▸ **PROBLEM TO WORK ON**: Extract the records below word for word and ignore the images.
-------- EXERCISE DATA --------
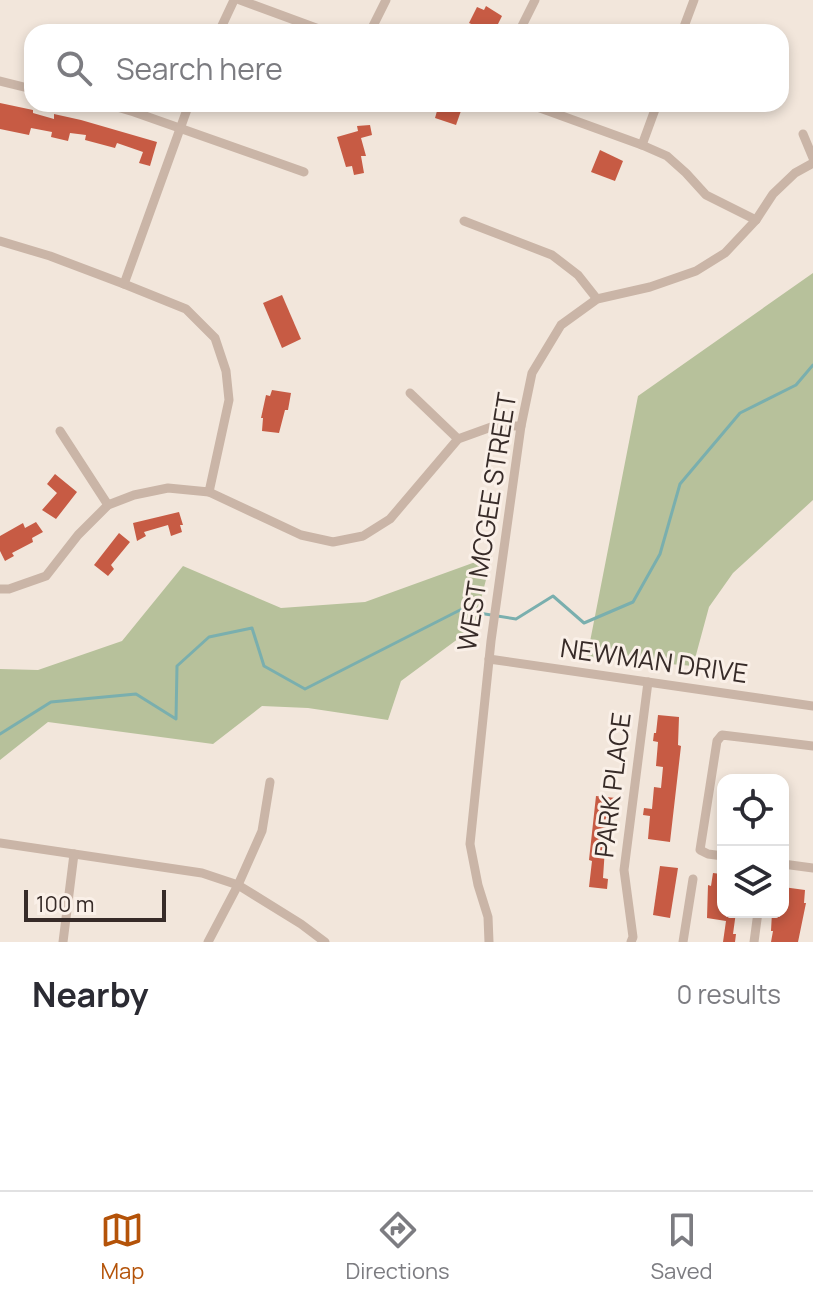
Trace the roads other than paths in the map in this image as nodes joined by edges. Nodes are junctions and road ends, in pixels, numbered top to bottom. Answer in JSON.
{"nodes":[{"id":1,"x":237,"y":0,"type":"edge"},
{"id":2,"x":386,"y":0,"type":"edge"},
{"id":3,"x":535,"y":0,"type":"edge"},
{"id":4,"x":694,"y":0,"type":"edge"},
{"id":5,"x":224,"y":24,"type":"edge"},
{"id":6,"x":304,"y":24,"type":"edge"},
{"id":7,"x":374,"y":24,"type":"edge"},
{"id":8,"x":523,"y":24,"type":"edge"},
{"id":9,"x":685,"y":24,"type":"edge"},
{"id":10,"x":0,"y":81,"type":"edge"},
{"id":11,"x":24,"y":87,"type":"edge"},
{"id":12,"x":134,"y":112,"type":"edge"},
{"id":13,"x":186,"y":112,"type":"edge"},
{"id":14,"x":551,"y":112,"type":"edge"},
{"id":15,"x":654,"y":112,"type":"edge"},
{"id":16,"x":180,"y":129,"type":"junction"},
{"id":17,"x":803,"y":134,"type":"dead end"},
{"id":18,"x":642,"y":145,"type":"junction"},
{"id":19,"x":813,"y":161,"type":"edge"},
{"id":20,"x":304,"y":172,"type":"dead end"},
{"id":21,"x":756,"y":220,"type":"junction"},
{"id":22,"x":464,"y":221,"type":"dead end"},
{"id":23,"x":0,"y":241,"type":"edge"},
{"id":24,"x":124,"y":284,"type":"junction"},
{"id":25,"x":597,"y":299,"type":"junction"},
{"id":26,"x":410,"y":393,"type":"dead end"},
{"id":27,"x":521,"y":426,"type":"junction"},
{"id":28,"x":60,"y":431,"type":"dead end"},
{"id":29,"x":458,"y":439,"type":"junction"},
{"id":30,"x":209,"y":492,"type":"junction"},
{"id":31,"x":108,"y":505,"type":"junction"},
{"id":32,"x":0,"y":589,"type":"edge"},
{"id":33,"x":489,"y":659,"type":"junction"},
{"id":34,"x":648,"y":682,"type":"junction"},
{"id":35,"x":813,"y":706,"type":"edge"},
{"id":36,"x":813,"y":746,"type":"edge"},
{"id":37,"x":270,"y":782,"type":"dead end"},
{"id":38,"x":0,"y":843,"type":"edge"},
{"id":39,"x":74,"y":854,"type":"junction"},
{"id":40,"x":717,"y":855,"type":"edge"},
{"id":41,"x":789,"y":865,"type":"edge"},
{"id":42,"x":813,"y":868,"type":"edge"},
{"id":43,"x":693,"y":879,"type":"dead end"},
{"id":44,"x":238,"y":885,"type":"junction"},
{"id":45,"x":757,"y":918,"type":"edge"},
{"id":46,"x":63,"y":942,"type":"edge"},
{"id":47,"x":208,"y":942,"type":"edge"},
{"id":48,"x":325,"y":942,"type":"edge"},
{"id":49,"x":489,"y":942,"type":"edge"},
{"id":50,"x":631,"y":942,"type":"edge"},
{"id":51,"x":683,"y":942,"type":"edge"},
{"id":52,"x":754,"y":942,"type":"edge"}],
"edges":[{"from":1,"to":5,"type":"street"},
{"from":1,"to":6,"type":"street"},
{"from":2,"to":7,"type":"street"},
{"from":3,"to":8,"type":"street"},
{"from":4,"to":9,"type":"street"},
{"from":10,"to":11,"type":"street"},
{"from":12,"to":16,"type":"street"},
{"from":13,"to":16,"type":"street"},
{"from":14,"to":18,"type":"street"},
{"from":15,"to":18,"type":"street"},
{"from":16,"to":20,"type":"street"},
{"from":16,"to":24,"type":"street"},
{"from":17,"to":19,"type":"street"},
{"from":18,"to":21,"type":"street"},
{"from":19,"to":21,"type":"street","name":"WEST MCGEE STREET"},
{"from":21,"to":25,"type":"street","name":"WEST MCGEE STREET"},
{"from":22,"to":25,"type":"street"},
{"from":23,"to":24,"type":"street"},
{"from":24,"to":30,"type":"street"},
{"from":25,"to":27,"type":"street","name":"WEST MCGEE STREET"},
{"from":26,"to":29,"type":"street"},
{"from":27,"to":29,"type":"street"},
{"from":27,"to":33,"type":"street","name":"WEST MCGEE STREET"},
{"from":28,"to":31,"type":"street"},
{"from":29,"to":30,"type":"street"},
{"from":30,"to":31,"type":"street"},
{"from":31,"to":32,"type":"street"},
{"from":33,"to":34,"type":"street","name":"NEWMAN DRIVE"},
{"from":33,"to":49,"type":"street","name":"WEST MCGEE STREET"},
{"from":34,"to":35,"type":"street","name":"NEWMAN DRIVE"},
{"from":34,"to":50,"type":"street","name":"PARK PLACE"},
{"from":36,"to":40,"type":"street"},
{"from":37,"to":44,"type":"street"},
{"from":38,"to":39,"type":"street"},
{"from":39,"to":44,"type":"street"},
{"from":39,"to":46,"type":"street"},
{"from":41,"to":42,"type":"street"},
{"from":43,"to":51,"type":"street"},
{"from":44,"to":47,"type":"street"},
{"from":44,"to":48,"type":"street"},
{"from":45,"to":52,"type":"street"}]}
--------
▸ **SOLUTION TO THE EXERCISE**:
Trace the roads other than paths in the map in this image as nodes joined by edges. Nodes are junctions and road ends, in pixels, numbered top to bottom. Answer in JSON.
{"nodes":[{"id":1,"x":237,"y":0,"type":"edge"},
{"id":2,"x":386,"y":0,"type":"edge"},
{"id":3,"x":535,"y":0,"type":"edge"},
{"id":4,"x":694,"y":0,"type":"edge"},
{"id":5,"x":224,"y":24,"type":"edge"},
{"id":6,"x":304,"y":24,"type":"edge"},
{"id":7,"x":374,"y":24,"type":"edge"},
{"id":8,"x":523,"y":24,"type":"edge"},
{"id":9,"x":685,"y":24,"type":"edge"},
{"id":10,"x":0,"y":81,"type":"edge"},
{"id":11,"x":24,"y":87,"type":"edge"},
{"id":12,"x":134,"y":112,"type":"edge"},
{"id":13,"x":186,"y":112,"type":"edge"},
{"id":14,"x":551,"y":112,"type":"edge"},
{"id":15,"x":654,"y":112,"type":"edge"},
{"id":16,"x":180,"y":129,"type":"junction"},
{"id":17,"x":803,"y":134,"type":"dead end"},
{"id":18,"x":642,"y":145,"type":"junction"},
{"id":19,"x":813,"y":161,"type":"edge"},
{"id":20,"x":304,"y":172,"type":"dead end"},
{"id":21,"x":756,"y":220,"type":"junction"},
{"id":22,"x":464,"y":221,"type":"dead end"},
{"id":23,"x":0,"y":241,"type":"edge"},
{"id":24,"x":124,"y":284,"type":"junction"},
{"id":25,"x":597,"y":299,"type":"junction"},
{"id":26,"x":410,"y":393,"type":"dead end"},
{"id":27,"x":521,"y":426,"type":"junction"},
{"id":28,"x":60,"y":431,"type":"dead end"},
{"id":29,"x":458,"y":439,"type":"junction"},
{"id":30,"x":209,"y":492,"type":"junction"},
{"id":31,"x":108,"y":505,"type":"junction"},
{"id":32,"x":0,"y":589,"type":"edge"},
{"id":33,"x":489,"y":659,"type":"junction"},
{"id":34,"x":648,"y":682,"type":"junction"},
{"id":35,"x":813,"y":706,"type":"edge"},
{"id":36,"x":813,"y":746,"type":"edge"},
{"id":37,"x":270,"y":782,"type":"dead end"},
{"id":38,"x":0,"y":843,"type":"edge"},
{"id":39,"x":74,"y":854,"type":"junction"},
{"id":40,"x":717,"y":855,"type":"edge"},
{"id":41,"x":789,"y":865,"type":"edge"},
{"id":42,"x":813,"y":868,"type":"edge"},
{"id":43,"x":693,"y":879,"type":"dead end"},
{"id":44,"x":238,"y":885,"type":"junction"},
{"id":45,"x":757,"y":918,"type":"edge"},
{"id":46,"x":63,"y":942,"type":"edge"},
{"id":47,"x":208,"y":942,"type":"edge"},
{"id":48,"x":325,"y":942,"type":"edge"},
{"id":49,"x":489,"y":942,"type":"edge"},
{"id":50,"x":631,"y":942,"type":"edge"},
{"id":51,"x":683,"y":942,"type":"edge"},
{"id":52,"x":754,"y":942,"type":"edge"}],
"edges":[{"from":1,"to":5,"type":"street"},
{"from":1,"to":6,"type":"street"},
{"from":2,"to":7,"type":"street"},
{"from":3,"to":8,"type":"street"},
{"from":4,"to":9,"type":"street"},
{"from":10,"to":11,"type":"street"},
{"from":12,"to":16,"type":"street"},
{"from":13,"to":16,"type":"street"},
{"from":14,"to":18,"type":"street"},
{"from":15,"to":18,"type":"street"},
{"from":16,"to":20,"type":"street"},
{"from":16,"to":24,"type":"street"},
{"from":17,"to":19,"type":"street"},
{"from":18,"to":21,"type":"street"},
{"from":19,"to":21,"type":"street","name":"WEST MCGEE STREET"},
{"from":21,"to":25,"type":"street","name":"WEST MCGEE STREET"},
{"from":22,"to":25,"type":"street"},
{"from":23,"to":24,"type":"street"},
{"from":24,"to":30,"type":"street"},
{"from":25,"to":27,"type":"street","name":"WEST MCGEE STREET"},
{"from":26,"to":29,"type":"street"},
{"from":27,"to":29,"type":"street"},
{"from":27,"to":33,"type":"street","name":"WEST MCGEE STREET"},
{"from":28,"to":31,"type":"street"},
{"from":29,"to":30,"type":"street"},
{"from":30,"to":31,"type":"street"},
{"from":31,"to":32,"type":"street"},
{"from":33,"to":34,"type":"street","name":"NEWMAN DRIVE"},
{"from":33,"to":49,"type":"street","name":"WEST MCGEE STREET"},
{"from":34,"to":35,"type":"street","name":"NEWMAN DRIVE"},
{"from":34,"to":50,"type":"street","name":"PARK PLACE"},
{"from":36,"to":40,"type":"street"},
{"from":37,"to":44,"type":"street"},
{"from":38,"to":39,"type":"street"},
{"from":39,"to":44,"type":"street"},
{"from":39,"to":46,"type":"street"},
{"from":41,"to":42,"type":"street"},
{"from":43,"to":51,"type":"street"},
{"from":44,"to":47,"type":"street"},
{"from":44,"to":48,"type":"street"},
{"from":45,"to":52,"type":"street"}]}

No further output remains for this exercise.